___ Records

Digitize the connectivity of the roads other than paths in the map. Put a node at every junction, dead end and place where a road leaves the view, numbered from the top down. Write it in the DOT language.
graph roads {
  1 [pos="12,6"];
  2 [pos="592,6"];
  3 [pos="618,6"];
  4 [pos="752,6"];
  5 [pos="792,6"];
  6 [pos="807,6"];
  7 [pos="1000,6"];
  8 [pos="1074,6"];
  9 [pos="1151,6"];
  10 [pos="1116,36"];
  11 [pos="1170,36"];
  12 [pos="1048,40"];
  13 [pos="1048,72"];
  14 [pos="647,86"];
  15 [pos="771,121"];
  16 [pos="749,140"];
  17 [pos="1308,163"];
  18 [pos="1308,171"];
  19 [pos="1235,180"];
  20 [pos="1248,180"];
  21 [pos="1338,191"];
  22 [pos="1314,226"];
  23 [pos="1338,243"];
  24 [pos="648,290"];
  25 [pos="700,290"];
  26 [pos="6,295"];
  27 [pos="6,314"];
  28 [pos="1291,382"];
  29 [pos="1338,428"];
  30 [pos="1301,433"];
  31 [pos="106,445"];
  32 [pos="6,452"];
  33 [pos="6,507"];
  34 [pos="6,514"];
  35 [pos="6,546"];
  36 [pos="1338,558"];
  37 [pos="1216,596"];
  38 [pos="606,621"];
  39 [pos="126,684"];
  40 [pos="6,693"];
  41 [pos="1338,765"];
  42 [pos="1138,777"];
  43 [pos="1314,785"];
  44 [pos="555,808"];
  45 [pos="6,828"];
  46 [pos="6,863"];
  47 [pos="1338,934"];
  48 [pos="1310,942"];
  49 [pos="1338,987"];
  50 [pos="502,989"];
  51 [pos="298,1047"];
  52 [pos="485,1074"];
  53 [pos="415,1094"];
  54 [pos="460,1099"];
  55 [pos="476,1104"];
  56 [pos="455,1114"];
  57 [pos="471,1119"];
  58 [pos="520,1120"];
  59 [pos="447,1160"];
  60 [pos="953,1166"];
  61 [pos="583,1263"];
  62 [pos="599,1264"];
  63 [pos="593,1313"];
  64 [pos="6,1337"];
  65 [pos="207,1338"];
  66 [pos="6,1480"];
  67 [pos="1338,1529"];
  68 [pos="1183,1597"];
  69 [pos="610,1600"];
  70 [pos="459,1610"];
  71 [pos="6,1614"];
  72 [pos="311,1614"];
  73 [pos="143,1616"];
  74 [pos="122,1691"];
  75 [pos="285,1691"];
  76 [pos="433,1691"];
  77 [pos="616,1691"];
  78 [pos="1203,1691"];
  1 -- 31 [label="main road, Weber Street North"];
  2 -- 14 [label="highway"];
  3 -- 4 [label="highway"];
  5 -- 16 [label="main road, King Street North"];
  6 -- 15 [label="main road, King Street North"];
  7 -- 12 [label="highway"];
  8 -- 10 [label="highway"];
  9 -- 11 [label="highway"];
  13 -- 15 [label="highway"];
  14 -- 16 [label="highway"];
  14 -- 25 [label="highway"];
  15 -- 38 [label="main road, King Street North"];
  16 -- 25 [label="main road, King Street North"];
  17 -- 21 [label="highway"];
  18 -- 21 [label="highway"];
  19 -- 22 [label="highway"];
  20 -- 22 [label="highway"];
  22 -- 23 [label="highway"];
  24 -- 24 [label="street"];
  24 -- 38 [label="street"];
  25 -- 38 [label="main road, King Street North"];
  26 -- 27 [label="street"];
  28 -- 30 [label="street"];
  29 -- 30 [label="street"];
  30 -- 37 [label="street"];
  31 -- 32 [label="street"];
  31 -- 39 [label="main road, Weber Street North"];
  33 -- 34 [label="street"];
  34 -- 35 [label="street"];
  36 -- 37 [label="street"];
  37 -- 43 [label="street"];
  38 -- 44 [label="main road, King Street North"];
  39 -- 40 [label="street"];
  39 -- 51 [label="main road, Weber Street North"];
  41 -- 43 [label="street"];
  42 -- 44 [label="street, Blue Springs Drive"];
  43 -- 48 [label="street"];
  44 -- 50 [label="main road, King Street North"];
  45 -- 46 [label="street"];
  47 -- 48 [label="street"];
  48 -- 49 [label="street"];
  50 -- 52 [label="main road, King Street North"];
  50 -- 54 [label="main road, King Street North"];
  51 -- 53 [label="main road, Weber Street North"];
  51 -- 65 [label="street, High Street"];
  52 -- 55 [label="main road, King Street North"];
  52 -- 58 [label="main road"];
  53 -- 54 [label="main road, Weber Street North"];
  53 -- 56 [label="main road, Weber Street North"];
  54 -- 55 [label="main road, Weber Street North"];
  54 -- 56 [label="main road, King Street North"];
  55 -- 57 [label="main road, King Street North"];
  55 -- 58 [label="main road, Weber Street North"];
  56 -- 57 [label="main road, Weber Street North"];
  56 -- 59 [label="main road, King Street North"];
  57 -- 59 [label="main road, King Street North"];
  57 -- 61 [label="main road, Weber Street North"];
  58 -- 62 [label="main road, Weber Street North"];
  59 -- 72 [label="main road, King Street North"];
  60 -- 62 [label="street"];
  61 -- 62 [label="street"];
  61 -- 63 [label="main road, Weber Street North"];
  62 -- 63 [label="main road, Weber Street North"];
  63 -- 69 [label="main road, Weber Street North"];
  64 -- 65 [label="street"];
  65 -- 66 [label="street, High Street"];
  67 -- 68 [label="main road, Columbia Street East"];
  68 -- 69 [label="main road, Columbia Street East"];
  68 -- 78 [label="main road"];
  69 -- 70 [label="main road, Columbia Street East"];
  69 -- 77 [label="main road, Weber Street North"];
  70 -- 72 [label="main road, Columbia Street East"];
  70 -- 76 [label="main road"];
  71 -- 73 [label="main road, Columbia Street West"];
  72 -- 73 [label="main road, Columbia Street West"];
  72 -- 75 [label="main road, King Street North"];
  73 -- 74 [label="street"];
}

______

Task prompt — Within the data above, pick out all lines holding the word "West".

Solution to this task —
  71 -- 73 [label="main road, Columbia Street West"];
  72 -- 73 [label="main road, Columbia Street West"];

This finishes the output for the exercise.